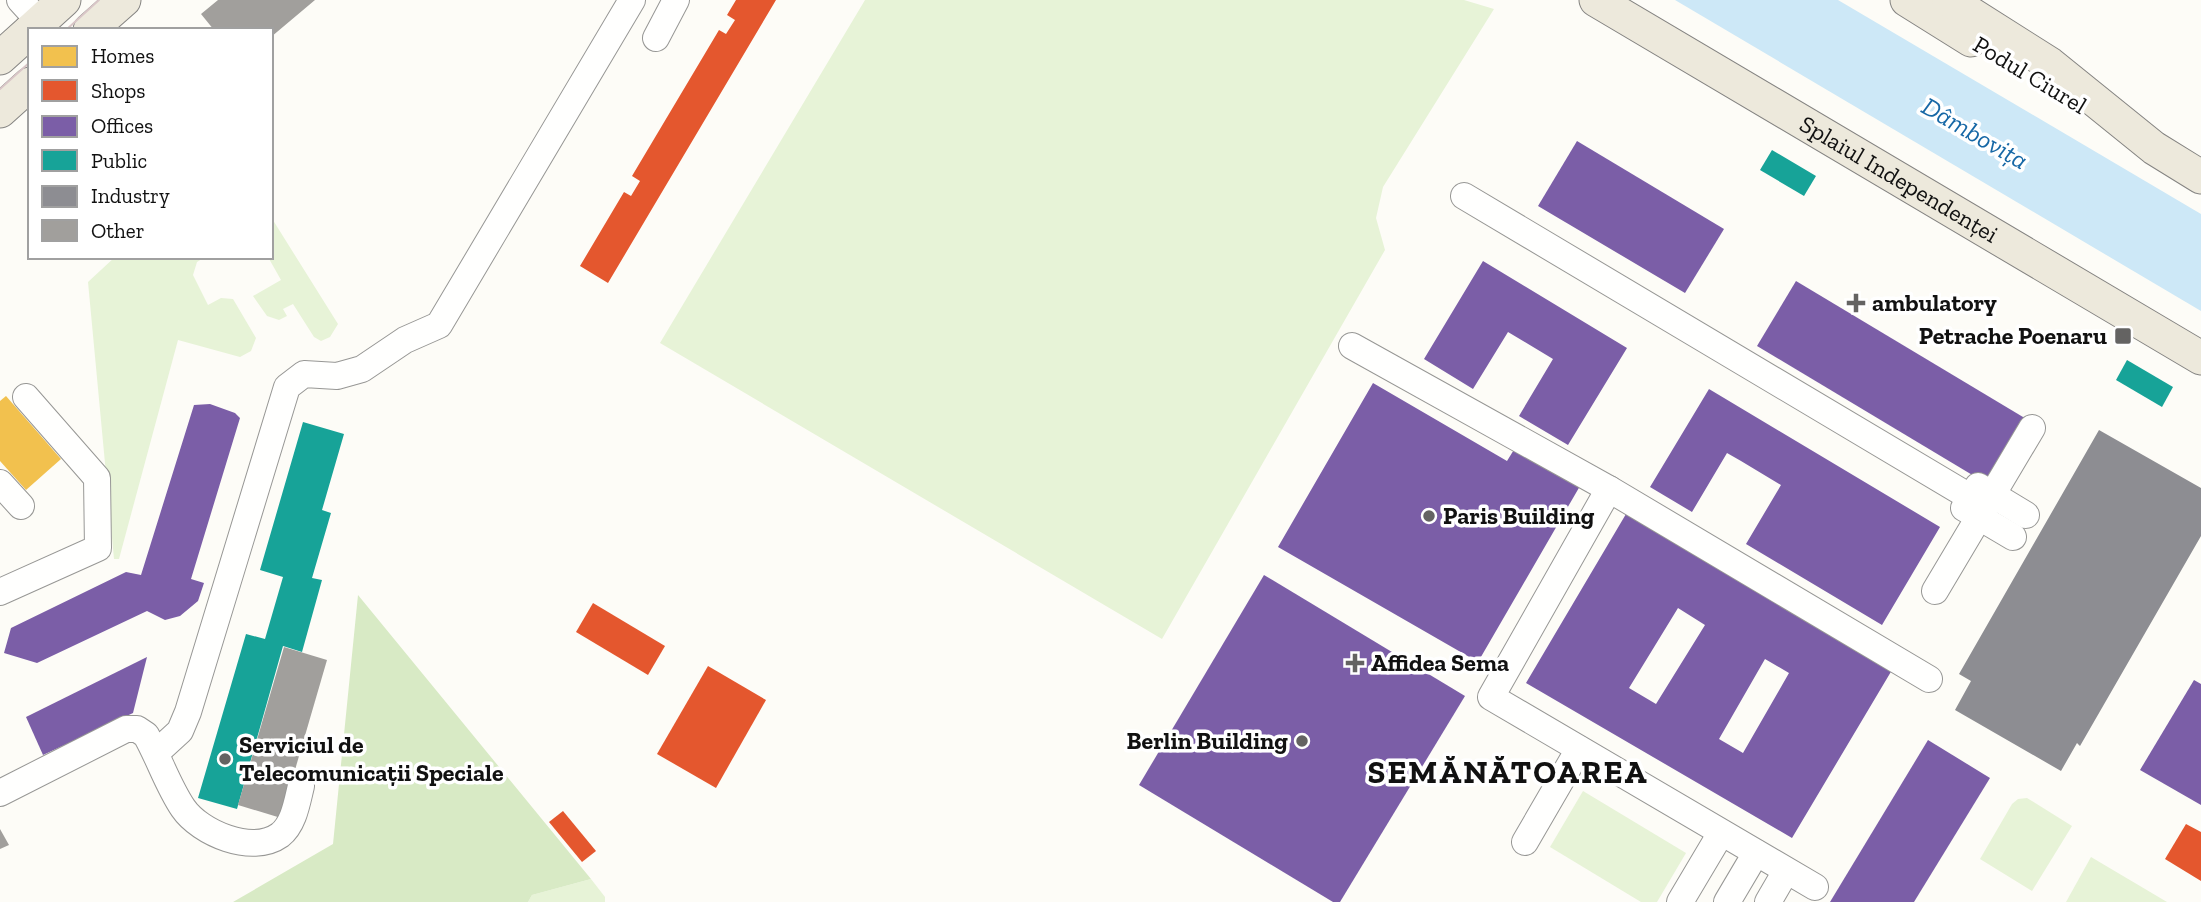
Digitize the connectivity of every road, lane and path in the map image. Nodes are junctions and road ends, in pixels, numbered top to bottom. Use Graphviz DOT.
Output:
graph roads {
  1 [pos="124,0"];
  2 [pos="632,0"];
  3 [pos="676,0"];
  4 [pos="1596,0"];
  5 [pos="1907,0"];
  6 [pos="1950,0"];
  7 [pos="37,17"];
  8 [pos="92,28"];
  9 [pos="656,38"];
  10 [pos="0,58"];
  11 [pos="28,86"];
  12 [pos="0,111"];
  13 [pos="2154,148"];
  14 [pos="2201,177"];
  15 [pos="1464,196"];
  16 [pos="1538,223"];
  17 [pos="1523,248"];
  18 [pos="1659,297"];
  19 [pos="1644,320"];
  20 [pos="1352,346"];
  21 [pos="2201,358"];
  22 [pos="26,397"];
  23 [pos="2032,428"];
  24 [pos="1927,471"];
  25 [pos="0,483"];
  26 [pos="1609,489"];
  27 [pos="21,506"];
  28 [pos="1985,506"];
  29 [pos="2020,526"];
  30 [pos="1934,591"];
  31 [pos="0,592"];
  32 [pos="1929,678"];
  33 [pos="1579,748"];
  34 [pos="156,753"];
  35 [pos="301,786"];
  36 [pos="0,793"];
  37 [pos="1721,833"];
  38 [pos="1525,842"];
  39 [pos="1756,853"];
  40 [pos="1786,871"];
  41 [pos="1815,887"];
  42 [pos="1680,902"];
  43 [pos="1727,902"];
  44 [pos="1768,902"];
  1 -- 8 [label="main road"];
  2 -- 34 [label="street"];
  3 -- 9 [label="street"];
  4 -- 21 [label="main road, Splaiul Independenței"];
  5 -- 13 [label="main road, Podul Ciurel"];
  6 -- 13 [label="main road"];
  7 -- 10 [label="main road"];
  11 -- 12 [label="main road"];
  13 -- 14 [label="main road"];
  15 -- 16 [label="street"];
  15 -- 17 [label="street"];
  15 -- 28 [label="street"];
  18 -- 19 [label="street"];
  20 -- 26 [label="street"];
  22 -- 31 [label="street"];
  23 -- 28 [label="street"];
  24 -- 28 [label="street"];
  25 -- 27 [label="street"];
  26 -- 32 [label="street"];
  26 -- 33 [label="street"];
  28 -- 29 [label="street"];
  28 -- 30 [label="street"];
  33 -- 37 [label="street"];
  33 -- 38 [label="street"];
  34 -- 35 [label="street"];
  34 -- 36 [label="street"];
  37 -- 39 [label="street"];
  37 -- 42 [label="street"];
  39 -- 40 [label="street"];
  39 -- 43 [label="street"];
  40 -- 41 [label="street"];
  40 -- 44 [label="street"];
}
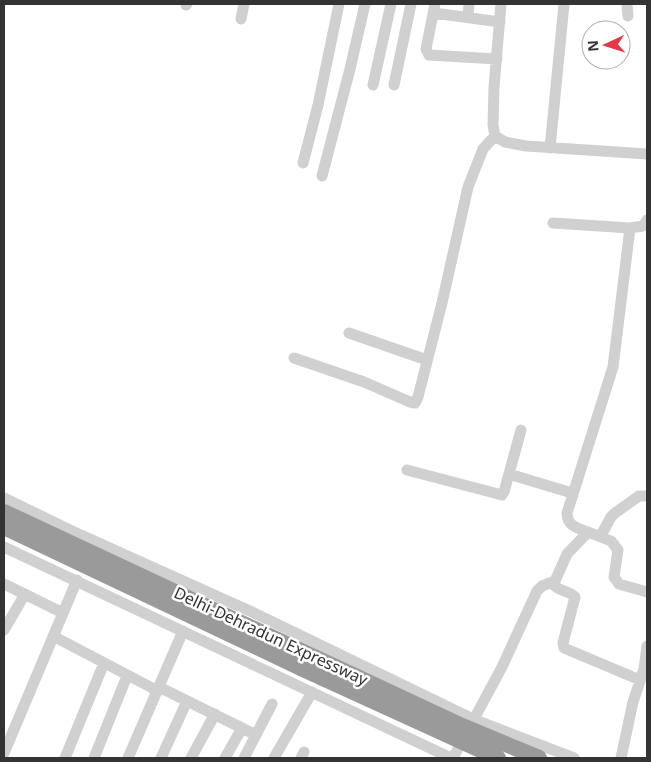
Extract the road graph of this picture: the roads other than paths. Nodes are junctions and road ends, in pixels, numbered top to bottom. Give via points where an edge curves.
1 (244, 4) edge
2 (339, 4) edge
3 (365, 4) edge
4 (391, 4) edge
5 (410, 4) edge
6 (469, 4) edge
7 (501, 4) edge
8 (564, 4) edge
9 (627, 4) edge
10 (434, 8) edge
11 (628, 16) dead end
12 (468, 17) junction
13 (241, 19) dead end
14 (500, 22) junction
15 (497, 59) junction
16 (373, 85) dead end
17 (394, 86) dead end
18 (495, 136) junction
19 (550, 148) junction
20 (647, 154) edge
21 (303, 163) dead end
22 (322, 176) dead end
23 (647, 220) edge
24 (553, 223) dead end
25 (630, 228) junction
26 (349, 333) dead end
27 (294, 358) dead end
28 (427, 360) junction
29 (521, 430) dead end
30 (407, 470) dead end
31 (509, 474) junction
32 (572, 493) junction
33 (647, 496) edge
34 (4, 498) edge
35 (4, 512) edge
36 (4, 527) edge
37 (588, 532) junction
38 (600, 537) junction
39 (4, 547) edge
40 (77, 580) junction
41 (4, 584) edge
42 (552, 584) junction
43 (647, 592) edge
44 (25, 594) junction
45 (63, 613) junction
46 (4, 630) edge
47 (183, 632) junction
48 (53, 636) junction
49 (647, 646) edge
50 (104, 663) junction
51 (127, 676) junction
52 (640, 680) junction
53 (158, 689) junction
54 (312, 692) junction
55 (187, 701) junction
56 (272, 704) dead end
57 (215, 714) junction
58 (475, 720) junction
59 (242, 728) junction
60 (256, 735) junction
61 (4, 753) edge
62 (65, 758) edge
63 (94, 758) edge
64 (128, 758) edge
65 (161, 758) edge
66 (191, 758) edge
67 (224, 758) edge
68 (244, 758) edge
69 (274, 758) edge
70 (452, 758) edge
71 (498, 758) edge
72 (539, 758) edge
73 (574, 758) edge
74 (621, 758) edge

1 - 13 street
2 - 21 street
3 - 22 street
4 - 16 street
5 - 17 street
6 - 12 street
7 - 14 street
8 - 19 street
9 - 11 street
10 - 12 street
10 - 15 street via 426,49 429,55
12 - 14 street
14 - 15 street
15 - 18 street
18 - 19 street via 505,142
18 - 28 street via 483,149 468,187
19 - 20 street
23 - 25 street via 643,226
24 - 25 street
25 - 32 street via 612,368
26 - 28 street
27 - 28 street via 413,403 418,397
29 - 31 street
30 - 31 street via 500,495
31 - 32 street
32 - 37 street via 567,518 573,526
33 - 38 street via 639,496 615,513
34 - 58 street via 254,613
35 - 72 highway, Delhi-Dehradun Expressway, bridge via 462,726
36 - 71 highway, Delhi-Dehradun Expressway, bridge
37 - 38 street
37 - 42 street via 567,554
38 - 43 street via 611,541 618,550 615,581
39 - 40 street
40 - 45 street
40 - 47 street
41 - 44 street
42 - 52 street via 575,597 564,648
42 - 58 street via 537,591
44 - 45 street
44 - 46 street
45 - 48 street
47 - 53 street
47 - 54 street
48 - 50 street
48 - 61 street
49 - 52 street
50 - 51 street
50 - 62 street
51 - 53 street
51 - 63 street
52 - 74 street
53 - 55 street
53 - 64 street
54 - 69 street
54 - 70 street
55 - 57 street
55 - 65 street
56 - 60 street
57 - 59 street
57 - 66 street
58 - 70 street
58 - 73 street
59 - 60 street
59 - 67 street
60 - 68 street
************
*ACTIVITY*. If the material above contains pictures, exclude them from an otherwise exact transcription.

*SOLUTION*.
Digitize the connectivity of every road, lane and path in the map image. Nodes are junctions and road ends, in pixels, numbered top to bottom. Use Graphviz DOT.
Output:
graph roads {
  1 [pos="124,0"];
  2 [pos="632,0"];
  3 [pos="676,0"];
  4 [pos="1596,0"];
  5 [pos="1907,0"];
  6 [pos="1950,0"];
  7 [pos="37,17"];
  8 [pos="92,28"];
  9 [pos="656,38"];
  10 [pos="0,58"];
  11 [pos="28,86"];
  12 [pos="0,111"];
  13 [pos="2154,148"];
  14 [pos="2201,177"];
  15 [pos="1464,196"];
  16 [pos="1538,223"];
  17 [pos="1523,248"];
  18 [pos="1659,297"];
  19 [pos="1644,320"];
  20 [pos="1352,346"];
  21 [pos="2201,358"];
  22 [pos="26,397"];
  23 [pos="2032,428"];
  24 [pos="1927,471"];
  25 [pos="0,483"];
  26 [pos="1609,489"];
  27 [pos="21,506"];
  28 [pos="1985,506"];
  29 [pos="2020,526"];
  30 [pos="1934,591"];
  31 [pos="0,592"];
  32 [pos="1929,678"];
  33 [pos="1579,748"];
  34 [pos="156,753"];
  35 [pos="301,786"];
  36 [pos="0,793"];
  37 [pos="1721,833"];
  38 [pos="1525,842"];
  39 [pos="1756,853"];
  40 [pos="1786,871"];
  41 [pos="1815,887"];
  42 [pos="1680,902"];
  43 [pos="1727,902"];
  44 [pos="1768,902"];
  1 -- 8 [label="main road"];
  2 -- 34 [label="street"];
  3 -- 9 [label="street"];
  4 -- 21 [label="main road, Splaiul Independenței"];
  5 -- 13 [label="main road, Podul Ciurel"];
  6 -- 13 [label="main road"];
  7 -- 10 [label="main road"];
  11 -- 12 [label="main road"];
  13 -- 14 [label="main road"];
  15 -- 16 [label="street"];
  15 -- 17 [label="street"];
  15 -- 28 [label="street"];
  18 -- 19 [label="street"];
  20 -- 26 [label="street"];
  22 -- 31 [label="street"];
  23 -- 28 [label="street"];
  24 -- 28 [label="street"];
  25 -- 27 [label="street"];
  26 -- 32 [label="street"];
  26 -- 33 [label="street"];
  28 -- 29 [label="street"];
  28 -- 30 [label="street"];
  33 -- 37 [label="street"];
  33 -- 38 [label="street"];
  34 -- 35 [label="street"];
  34 -- 36 [label="street"];
  37 -- 39 [label="street"];
  37 -- 42 [label="street"];
  39 -- 40 [label="street"];
  39 -- 43 [label="street"];
  40 -- 41 [label="street"];
  40 -- 44 [label="street"];
}
Extract the road graph of this picture: the roads other than paths. Nodes are junctions and road ends, in pixels, numbered top to bottom. Give via points where an edge curves.
1 (244, 4) edge
2 (339, 4) edge
3 (365, 4) edge
4 (391, 4) edge
5 (410, 4) edge
6 (469, 4) edge
7 (501, 4) edge
8 (564, 4) edge
9 (627, 4) edge
10 (434, 8) edge
11 (628, 16) dead end
12 (468, 17) junction
13 (241, 19) dead end
14 (500, 22) junction
15 (497, 59) junction
16 (373, 85) dead end
17 (394, 86) dead end
18 (495, 136) junction
19 (550, 148) junction
20 (647, 154) edge
21 (303, 163) dead end
22 (322, 176) dead end
23 (647, 220) edge
24 (553, 223) dead end
25 (630, 228) junction
26 (349, 333) dead end
27 (294, 358) dead end
28 (427, 360) junction
29 (521, 430) dead end
30 (407, 470) dead end
31 (509, 474) junction
32 (572, 493) junction
33 (647, 496) edge
34 (4, 498) edge
35 (4, 512) edge
36 (4, 527) edge
37 (588, 532) junction
38 (600, 537) junction
39 (4, 547) edge
40 (77, 580) junction
41 (4, 584) edge
42 (552, 584) junction
43 (647, 592) edge
44 (25, 594) junction
45 (63, 613) junction
46 (4, 630) edge
47 (183, 632) junction
48 (53, 636) junction
49 (647, 646) edge
50 (104, 663) junction
51 (127, 676) junction
52 (640, 680) junction
53 (158, 689) junction
54 (312, 692) junction
55 (187, 701) junction
56 (272, 704) dead end
57 (215, 714) junction
58 (475, 720) junction
59 (242, 728) junction
60 (256, 735) junction
61 (4, 753) edge
62 (65, 758) edge
63 (94, 758) edge
64 (128, 758) edge
65 (161, 758) edge
66 (191, 758) edge
67 (224, 758) edge
68 (244, 758) edge
69 (274, 758) edge
70 (452, 758) edge
71 (498, 758) edge
72 (539, 758) edge
73 (574, 758) edge
74 (621, 758) edge

1 - 13 street
2 - 21 street
3 - 22 street
4 - 16 street
5 - 17 street
6 - 12 street
7 - 14 street
8 - 19 street
9 - 11 street
10 - 12 street
10 - 15 street via 426,49 429,55
12 - 14 street
14 - 15 street
15 - 18 street
18 - 19 street via 505,142
18 - 28 street via 483,149 468,187
19 - 20 street
23 - 25 street via 643,226
24 - 25 street
25 - 32 street via 612,368
26 - 28 street
27 - 28 street via 413,403 418,397
29 - 31 street
30 - 31 street via 500,495
31 - 32 street
32 - 37 street via 567,518 573,526
33 - 38 street via 639,496 615,513
34 - 58 street via 254,613
35 - 72 highway, Delhi-Dehradun Expressway, bridge via 462,726
36 - 71 highway, Delhi-Dehradun Expressway, bridge
37 - 38 street
37 - 42 street via 567,554
38 - 43 street via 611,541 618,550 615,581
39 - 40 street
40 - 45 street
40 - 47 street
41 - 44 street
42 - 52 street via 575,597 564,648
42 - 58 street via 537,591
44 - 45 street
44 - 46 street
45 - 48 street
47 - 53 street
47 - 54 street
48 - 50 street
48 - 61 street
49 - 52 street
50 - 51 street
50 - 62 street
51 - 53 street
51 - 63 street
52 - 74 street
53 - 55 street
53 - 64 street
54 - 69 street
54 - 70 street
55 - 57 street
55 - 65 street
56 - 60 street
57 - 59 street
57 - 66 street
58 - 70 street
58 - 73 street
59 - 60 street
59 - 67 street
60 - 68 street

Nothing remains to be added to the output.